Missed optimization with indirectbr terminator

Consider this IR fragment produced after -O3:

%7:
%8 = phi i8* [ blockaddress(@0, %19), %19 ], [ %12, %11 ]
%9 = phi i32 [ %20, %19 ], [ 0, %11 ]
indirectbr i8* %8, [label %4, label %19]

%19:
%20 = add nsw i32 %9, 1
%21 = icmp eq i32 %9, 9999
br i1 %21, label %16, label %7

the br in %19 should be optimized to branch directly to itself rather than going back to %7 (note that the arg %8 to the indirectbr will always be the address of %19 when coming from %19).
Is this a known missed optimization?

I haven’t read the code in detail, but it looks like JumpThreading at least attempts to thread across indirect branches. You can either try to fix it or file a bug with your test case.

Cameron

In the source it says “If the predecessor is an indirect goto, we can’t split the edge.” Why would that be the case?

Splitting an edge creates a block which executes when leaving a
specific block to go to a specific successor. The only way to split an
indirect goto is to insert code before the jump which checks for a
specific destination address. This is very likely to be a pessimization.

To answer your original question, the current implementation design
for indirect goto is intentionally based around having a single block
that terminates in an indirectbr. Otherwise the CFG of a
context-threaded interpreter loop becomes inherently O(N^2): there
are N instruction labels, each of which has approximately N
predecessors. We rely on a code-generation optimization, tail
duplication, to actually restore the context-threading behavior.

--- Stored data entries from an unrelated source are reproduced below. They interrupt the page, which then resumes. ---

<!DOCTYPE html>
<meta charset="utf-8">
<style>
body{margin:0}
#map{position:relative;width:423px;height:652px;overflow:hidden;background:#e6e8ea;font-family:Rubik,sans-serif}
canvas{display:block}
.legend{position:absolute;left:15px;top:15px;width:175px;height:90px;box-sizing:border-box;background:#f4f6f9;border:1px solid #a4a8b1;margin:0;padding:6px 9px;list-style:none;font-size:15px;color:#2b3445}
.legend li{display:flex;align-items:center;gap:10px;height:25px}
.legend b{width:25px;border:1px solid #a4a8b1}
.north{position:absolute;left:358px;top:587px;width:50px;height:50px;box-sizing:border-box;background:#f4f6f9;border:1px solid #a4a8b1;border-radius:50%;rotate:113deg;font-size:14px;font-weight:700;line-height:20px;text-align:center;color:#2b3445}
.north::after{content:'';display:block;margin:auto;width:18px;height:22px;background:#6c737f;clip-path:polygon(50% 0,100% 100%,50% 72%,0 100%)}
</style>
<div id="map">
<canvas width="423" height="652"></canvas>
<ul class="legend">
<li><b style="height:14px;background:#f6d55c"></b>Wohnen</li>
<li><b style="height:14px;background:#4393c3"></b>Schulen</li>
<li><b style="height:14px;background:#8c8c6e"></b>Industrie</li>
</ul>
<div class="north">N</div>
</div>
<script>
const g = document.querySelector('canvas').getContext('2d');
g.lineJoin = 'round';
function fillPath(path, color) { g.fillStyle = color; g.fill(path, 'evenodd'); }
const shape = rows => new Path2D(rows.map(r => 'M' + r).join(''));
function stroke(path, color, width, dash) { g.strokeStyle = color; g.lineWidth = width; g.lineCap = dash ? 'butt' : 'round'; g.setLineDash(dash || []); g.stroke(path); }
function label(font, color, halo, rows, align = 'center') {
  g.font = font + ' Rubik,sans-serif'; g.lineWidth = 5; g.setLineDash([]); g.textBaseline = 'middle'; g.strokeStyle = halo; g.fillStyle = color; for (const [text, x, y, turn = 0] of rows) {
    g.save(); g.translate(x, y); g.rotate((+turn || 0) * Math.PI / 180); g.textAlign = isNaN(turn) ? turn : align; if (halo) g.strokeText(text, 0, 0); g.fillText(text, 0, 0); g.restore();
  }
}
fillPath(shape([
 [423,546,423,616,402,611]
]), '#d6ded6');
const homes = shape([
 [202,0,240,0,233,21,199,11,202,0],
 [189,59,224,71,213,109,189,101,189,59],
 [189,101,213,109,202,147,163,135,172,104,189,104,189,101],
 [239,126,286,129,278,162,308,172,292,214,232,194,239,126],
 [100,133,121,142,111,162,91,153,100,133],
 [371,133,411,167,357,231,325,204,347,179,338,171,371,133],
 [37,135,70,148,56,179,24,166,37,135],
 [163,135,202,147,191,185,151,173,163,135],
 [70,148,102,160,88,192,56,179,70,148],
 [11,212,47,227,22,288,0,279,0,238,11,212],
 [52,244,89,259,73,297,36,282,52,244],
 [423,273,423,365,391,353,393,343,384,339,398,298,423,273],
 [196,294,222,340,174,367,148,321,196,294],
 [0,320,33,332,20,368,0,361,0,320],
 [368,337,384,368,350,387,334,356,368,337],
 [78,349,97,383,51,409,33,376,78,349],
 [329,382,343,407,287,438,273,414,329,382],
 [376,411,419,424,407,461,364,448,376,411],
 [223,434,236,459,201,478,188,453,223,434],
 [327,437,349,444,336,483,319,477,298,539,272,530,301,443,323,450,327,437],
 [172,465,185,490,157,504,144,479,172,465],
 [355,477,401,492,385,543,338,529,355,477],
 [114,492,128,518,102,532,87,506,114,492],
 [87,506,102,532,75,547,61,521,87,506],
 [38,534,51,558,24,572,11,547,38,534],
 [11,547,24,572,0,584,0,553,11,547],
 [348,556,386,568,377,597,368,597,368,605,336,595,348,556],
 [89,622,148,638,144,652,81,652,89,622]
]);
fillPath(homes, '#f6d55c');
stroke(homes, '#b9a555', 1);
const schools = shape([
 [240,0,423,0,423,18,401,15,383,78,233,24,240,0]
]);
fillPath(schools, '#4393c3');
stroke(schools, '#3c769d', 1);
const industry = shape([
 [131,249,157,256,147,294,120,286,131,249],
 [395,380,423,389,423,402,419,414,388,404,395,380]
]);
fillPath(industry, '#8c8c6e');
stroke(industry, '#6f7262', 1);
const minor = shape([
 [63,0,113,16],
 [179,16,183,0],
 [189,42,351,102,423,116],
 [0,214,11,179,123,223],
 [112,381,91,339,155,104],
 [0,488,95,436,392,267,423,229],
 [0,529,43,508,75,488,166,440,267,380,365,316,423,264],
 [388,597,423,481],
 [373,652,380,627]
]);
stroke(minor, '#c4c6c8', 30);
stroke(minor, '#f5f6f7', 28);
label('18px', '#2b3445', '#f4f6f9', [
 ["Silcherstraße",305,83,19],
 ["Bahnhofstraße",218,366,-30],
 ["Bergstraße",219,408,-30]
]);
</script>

In short, don’t look at the IR for whether context-threading is
happening; look at the generated code.

John.

Nella citazione giovedì 7 luglio 2011 19:41:16, John McCall ha scritto:

I haven't read the code in detail, but it looks like JumpThreading at least attempts to thread across indirect branches. You can either try to fix it or file a bug with your test case.

In the source it says "If the predecessor is an indirect goto, we can't split the edge. <http://llvm.org/docs/doxygen/html/JumpThreading_8cpp_source.html#l00914>" Why would that be the case?

Splitting an edge creates a block which executes when leaving a
specific block to go to a specific successor. The only way to split an
indirect goto is to insert code before the jump which checks for a
specific destination address. This is very likely to be a pessimization.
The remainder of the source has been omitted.